Начать придётся с очевидного: возможности дипломатического разрешения кризиса в Донбассе к началу 2022 года были, по сути, исчерпаны. Москва настаивала на выполнении Киевом Минских соглашений. Однако как на Украине, так и в Вашингтоне и европейских столицах исходили из того, что эти соглашения были навязаны под дулом пистолета. Для России же «Минск» отражал необходимый минимум политических успехов на Украине.

Между тем Киев никогда не скрывал, что перемирие ему навязано и при возможности решить проблему силой оружия она будет решена силой оружия. С 2015 года ВСУ добились огромного прогресса в развитии своей мощи. Хотя линия фронта стояла на месте, баланс боевых возможностей и потерь постоянно менялся – и не в пользу ополчения республик Донбасса. Украина владела инициативой, а потери – и военные, и гражданские – на стороне республик к концу «минской эпохи» кратно превышали таковые по украинскую сторону линии фронта.

При этом существовал проект размещения в Донбассе международного миротворческого контингента. Любопытно, что автором идеи выступил не кто иной, как Владимир Путин. 5 сентября 2017 года в китайском Сямэне на саммите стран БРИКС Путин заявил, что было бы уместно провести разведение сил сторон и ввод на линию разграничения «миротворцев ООН, даже, можно сказать, не миротворцев, а тех людей, которые обеспечивают безопасность миссии ОБСЕ».

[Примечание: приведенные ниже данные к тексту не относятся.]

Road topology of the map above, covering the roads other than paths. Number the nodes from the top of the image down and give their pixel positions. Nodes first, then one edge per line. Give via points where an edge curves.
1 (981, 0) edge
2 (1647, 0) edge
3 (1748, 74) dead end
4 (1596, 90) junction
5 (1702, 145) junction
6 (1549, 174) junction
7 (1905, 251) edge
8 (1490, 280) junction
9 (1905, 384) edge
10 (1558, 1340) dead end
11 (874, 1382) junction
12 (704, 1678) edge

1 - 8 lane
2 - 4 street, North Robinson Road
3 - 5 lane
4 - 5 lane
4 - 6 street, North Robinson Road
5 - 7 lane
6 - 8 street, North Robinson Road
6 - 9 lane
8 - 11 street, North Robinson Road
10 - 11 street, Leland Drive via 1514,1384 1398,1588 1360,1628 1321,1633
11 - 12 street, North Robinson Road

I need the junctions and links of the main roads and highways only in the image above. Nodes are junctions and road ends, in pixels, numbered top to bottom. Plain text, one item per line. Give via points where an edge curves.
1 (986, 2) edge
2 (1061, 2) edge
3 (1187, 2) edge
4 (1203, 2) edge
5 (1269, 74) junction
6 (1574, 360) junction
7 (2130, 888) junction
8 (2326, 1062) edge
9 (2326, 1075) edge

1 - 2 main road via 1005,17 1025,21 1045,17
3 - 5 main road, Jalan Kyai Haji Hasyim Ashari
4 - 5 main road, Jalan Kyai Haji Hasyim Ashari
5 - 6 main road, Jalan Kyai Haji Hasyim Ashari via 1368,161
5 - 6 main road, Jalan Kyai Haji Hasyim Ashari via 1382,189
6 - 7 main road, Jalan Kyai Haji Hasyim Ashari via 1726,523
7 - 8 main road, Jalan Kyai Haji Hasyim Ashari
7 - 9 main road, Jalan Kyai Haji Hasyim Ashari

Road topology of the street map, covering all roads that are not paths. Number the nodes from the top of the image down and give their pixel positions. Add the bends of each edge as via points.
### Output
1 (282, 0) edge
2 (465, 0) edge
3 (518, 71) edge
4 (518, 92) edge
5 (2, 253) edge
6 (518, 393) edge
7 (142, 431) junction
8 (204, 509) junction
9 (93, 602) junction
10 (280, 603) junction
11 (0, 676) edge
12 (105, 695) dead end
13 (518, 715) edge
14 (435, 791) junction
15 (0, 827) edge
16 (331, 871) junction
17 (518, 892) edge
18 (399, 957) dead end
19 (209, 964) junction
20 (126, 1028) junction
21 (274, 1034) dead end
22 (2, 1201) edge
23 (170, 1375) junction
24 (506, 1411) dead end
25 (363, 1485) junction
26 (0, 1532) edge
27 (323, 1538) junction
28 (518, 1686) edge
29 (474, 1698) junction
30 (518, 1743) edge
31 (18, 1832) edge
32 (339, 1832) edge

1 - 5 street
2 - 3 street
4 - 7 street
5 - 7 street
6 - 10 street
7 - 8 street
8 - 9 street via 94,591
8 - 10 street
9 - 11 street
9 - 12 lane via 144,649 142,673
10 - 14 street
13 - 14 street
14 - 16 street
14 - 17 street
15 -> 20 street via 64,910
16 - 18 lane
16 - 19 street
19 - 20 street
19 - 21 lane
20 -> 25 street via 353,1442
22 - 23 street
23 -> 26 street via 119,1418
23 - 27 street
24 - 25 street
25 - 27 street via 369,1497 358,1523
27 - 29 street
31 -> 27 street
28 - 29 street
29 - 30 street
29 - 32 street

Москва сделала ряд важных оговорок. С её точки зрения ключевым вопросом было размещение миротворцев только на линии фронта. Причина, по которой президент России настаивал именно на таком условии, очевидна. Взаимное недоверие существовало не только между Москвой и Киевом, но и между Москвой и Брюсселем и Вашингтоном. С точки зрения российских властей размещение миротворцев в глубине Луганской и Донецкой республик, а тем более – их появление на границе России и ЛДНР могло привести к тому, что эти миротворцы попросту начнут подыгрывать Украине. Имелись ли у Кремля основания не доверять западным лидерам и миротворцам? Безусловно, да. Перед глазами у российских лидеров, конечно, стоял пример конфликта на Балканах. Некоторые истории в рамках этого противостояния до боли напоминали события в Донбассе.

Здесь придётся совершить небольшой экскурс в историю. В 1991 году, на фоне выхода Хорватии из состава Югославии, хорватские сербы подняли восстание и провозгласили Республику Сербская Краина, которая требовала отделения уже от Хорватии. Осенью 1991 года лидеры Сербии и Хорватии подписали соглашение о прекращении огня и вводе миротворцев в спорную зону. Период прекращения огня хорваты использовали для наращивания сил при помощи западных инструкторов, вооружения, поставляемого им в обход официального эмбарго и собственных усилий. В 1995 году Хорватия провела две коротких интенсивных операции – «Молния» и «Буря», в результате которых Сербская Краина была уничтожена, её вооружённые формирования разгромлены, а сербское население почти поголовно бежало. Миротворческие контингенты не сделали для предотвращения нового обострения, по сути, ничего; реакция международного сообщества была вялой и скорее прохорватской. Позднее практически всё политическое и военное руководство Сербской Краины было осуждено в Гааге за разнообразные военные преступления (хорваты отделались за аналогичные по размаху и характеру деяния несколькими севшими в тюрьму офицерами армии и полиции).

Разумеется, эта история была знакома российской политической элите, и аналогии бросались в глаза. Поэтому для России миротворцы могли стать только частью архитектуры будущего мира. Ключевой гарантией для недопущения разгрома Донецкой и Луганской республик могла стать только постоянная возможность поддержки из России, о чём было бы невозможно говорить, если бы миротворцы разместились не только на линии разграничения.